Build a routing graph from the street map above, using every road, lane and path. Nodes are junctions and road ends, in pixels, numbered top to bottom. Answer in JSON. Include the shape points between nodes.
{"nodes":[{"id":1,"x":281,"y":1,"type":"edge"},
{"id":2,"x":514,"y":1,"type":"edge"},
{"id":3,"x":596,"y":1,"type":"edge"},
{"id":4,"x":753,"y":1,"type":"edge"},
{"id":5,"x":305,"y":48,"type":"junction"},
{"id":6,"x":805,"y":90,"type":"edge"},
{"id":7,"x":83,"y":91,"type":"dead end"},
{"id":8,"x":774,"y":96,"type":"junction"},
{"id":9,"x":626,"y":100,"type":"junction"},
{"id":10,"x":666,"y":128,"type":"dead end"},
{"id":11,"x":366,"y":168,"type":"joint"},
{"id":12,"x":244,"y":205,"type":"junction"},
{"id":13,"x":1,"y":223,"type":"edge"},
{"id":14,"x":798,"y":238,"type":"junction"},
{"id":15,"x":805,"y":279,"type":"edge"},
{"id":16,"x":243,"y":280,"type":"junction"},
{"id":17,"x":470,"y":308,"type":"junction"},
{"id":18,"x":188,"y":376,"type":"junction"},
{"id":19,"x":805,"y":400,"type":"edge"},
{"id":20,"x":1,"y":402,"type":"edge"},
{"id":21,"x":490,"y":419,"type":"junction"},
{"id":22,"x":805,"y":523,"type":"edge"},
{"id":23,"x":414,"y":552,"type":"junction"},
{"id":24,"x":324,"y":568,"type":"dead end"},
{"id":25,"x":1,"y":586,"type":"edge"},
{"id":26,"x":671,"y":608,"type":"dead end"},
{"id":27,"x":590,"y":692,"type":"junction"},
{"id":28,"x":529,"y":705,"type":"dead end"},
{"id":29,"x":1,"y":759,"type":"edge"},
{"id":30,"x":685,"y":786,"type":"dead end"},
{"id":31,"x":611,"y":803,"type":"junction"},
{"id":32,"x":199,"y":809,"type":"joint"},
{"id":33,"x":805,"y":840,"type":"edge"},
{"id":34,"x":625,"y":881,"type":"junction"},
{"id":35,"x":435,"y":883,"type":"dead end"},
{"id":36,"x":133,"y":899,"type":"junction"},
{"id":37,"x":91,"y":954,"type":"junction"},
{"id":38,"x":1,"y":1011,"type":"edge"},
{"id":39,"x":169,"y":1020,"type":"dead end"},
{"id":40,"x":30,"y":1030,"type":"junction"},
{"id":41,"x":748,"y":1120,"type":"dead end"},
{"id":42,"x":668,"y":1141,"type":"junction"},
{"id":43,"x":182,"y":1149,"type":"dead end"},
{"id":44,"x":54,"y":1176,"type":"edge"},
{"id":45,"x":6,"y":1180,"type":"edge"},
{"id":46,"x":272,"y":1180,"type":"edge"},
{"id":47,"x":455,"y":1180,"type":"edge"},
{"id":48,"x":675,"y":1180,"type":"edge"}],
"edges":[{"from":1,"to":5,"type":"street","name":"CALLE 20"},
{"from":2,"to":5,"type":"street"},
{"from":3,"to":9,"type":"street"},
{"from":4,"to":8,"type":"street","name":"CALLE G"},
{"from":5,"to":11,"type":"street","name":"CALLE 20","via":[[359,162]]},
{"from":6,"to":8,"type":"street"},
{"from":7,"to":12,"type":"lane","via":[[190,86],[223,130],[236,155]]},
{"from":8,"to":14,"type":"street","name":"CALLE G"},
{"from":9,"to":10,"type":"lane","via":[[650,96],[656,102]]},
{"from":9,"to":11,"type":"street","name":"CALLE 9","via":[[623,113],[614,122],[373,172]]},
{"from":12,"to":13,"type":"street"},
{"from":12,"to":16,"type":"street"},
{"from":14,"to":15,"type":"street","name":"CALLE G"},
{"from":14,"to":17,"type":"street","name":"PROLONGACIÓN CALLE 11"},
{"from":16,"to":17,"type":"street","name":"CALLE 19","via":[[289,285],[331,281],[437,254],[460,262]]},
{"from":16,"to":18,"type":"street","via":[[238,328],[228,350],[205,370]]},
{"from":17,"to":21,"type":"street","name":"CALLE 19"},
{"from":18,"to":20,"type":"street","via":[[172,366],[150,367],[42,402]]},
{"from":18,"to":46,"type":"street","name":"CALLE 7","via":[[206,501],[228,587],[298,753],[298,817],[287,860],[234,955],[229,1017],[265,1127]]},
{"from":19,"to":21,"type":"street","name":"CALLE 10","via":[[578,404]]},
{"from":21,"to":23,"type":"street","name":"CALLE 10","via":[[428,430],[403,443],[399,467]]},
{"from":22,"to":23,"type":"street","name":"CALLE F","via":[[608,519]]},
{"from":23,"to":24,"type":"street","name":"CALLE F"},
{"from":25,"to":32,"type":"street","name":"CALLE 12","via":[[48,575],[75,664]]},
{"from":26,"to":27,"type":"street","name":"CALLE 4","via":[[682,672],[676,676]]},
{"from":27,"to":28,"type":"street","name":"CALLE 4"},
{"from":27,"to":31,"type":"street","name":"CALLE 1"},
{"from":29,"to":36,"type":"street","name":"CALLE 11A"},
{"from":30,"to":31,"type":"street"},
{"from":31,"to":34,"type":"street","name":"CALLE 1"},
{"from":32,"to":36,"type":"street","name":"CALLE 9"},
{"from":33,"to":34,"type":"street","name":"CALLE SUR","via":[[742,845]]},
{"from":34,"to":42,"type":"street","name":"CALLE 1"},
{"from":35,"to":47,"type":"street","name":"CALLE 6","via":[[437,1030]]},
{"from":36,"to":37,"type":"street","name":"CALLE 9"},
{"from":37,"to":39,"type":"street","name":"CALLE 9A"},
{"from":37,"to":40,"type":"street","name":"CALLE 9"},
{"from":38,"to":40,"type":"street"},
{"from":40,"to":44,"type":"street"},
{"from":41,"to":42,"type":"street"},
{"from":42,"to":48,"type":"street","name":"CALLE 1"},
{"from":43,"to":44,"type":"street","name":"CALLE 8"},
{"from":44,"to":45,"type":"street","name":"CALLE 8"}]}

════

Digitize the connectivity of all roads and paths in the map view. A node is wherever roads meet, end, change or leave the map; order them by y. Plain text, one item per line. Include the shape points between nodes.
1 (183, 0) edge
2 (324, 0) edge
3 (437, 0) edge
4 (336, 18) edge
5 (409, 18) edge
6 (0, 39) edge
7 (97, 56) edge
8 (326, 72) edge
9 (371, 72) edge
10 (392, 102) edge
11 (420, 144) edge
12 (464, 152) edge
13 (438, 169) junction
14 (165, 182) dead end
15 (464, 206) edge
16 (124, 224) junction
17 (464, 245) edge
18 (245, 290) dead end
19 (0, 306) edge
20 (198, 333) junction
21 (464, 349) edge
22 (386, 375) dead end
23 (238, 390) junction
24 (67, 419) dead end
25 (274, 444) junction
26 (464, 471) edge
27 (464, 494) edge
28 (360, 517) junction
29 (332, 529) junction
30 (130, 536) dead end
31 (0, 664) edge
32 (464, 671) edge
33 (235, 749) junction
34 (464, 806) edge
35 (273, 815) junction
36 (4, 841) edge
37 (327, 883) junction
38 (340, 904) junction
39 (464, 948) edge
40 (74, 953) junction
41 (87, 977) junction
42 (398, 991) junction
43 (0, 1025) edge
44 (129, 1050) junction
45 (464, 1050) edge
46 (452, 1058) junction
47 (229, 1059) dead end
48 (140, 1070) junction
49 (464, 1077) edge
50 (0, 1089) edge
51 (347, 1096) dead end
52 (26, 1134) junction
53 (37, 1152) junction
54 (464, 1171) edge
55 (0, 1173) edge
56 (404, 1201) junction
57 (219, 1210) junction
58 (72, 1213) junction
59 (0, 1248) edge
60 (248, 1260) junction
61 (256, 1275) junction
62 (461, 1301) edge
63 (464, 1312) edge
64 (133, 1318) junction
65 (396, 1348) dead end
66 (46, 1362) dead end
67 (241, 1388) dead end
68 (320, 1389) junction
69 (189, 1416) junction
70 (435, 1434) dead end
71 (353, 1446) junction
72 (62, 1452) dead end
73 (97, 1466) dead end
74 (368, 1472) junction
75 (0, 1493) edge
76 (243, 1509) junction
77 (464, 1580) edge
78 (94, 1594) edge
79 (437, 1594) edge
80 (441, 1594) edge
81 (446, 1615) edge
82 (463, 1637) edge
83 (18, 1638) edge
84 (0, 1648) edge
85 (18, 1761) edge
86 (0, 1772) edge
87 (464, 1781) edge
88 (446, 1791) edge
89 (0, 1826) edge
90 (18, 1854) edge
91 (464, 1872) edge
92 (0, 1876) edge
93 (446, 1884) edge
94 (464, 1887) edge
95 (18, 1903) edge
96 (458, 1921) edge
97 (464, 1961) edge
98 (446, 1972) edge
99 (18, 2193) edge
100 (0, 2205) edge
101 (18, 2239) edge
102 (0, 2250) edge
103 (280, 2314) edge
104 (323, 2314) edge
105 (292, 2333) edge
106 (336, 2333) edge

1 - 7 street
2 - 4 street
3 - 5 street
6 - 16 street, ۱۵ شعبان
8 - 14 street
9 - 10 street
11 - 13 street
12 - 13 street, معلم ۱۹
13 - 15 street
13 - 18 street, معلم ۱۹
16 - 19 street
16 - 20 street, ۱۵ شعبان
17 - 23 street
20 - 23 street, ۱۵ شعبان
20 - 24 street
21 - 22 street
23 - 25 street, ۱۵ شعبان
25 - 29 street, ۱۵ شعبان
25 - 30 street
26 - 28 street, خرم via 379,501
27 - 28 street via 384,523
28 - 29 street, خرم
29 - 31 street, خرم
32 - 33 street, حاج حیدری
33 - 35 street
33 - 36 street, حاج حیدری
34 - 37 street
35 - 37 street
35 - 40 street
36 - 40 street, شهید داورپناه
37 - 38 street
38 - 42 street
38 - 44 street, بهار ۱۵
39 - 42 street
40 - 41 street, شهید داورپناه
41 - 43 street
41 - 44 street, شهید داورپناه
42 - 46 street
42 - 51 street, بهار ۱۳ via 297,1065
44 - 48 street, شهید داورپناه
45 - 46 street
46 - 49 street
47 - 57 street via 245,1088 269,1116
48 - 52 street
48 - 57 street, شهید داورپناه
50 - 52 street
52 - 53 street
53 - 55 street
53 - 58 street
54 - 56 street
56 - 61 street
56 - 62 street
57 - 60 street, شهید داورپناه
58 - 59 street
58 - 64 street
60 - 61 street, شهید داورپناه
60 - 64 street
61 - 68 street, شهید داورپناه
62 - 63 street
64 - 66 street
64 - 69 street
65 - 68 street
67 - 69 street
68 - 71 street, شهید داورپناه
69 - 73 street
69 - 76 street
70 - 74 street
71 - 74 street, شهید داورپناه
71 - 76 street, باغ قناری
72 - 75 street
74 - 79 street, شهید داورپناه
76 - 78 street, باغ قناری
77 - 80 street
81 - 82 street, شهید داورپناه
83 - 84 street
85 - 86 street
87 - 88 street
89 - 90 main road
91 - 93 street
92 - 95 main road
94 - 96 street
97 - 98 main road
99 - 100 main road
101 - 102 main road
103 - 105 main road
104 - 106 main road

════

**Problem:**
Go through the material line by line and state how many lines hold "شعبان", with no other words.

**Response to this task:**
5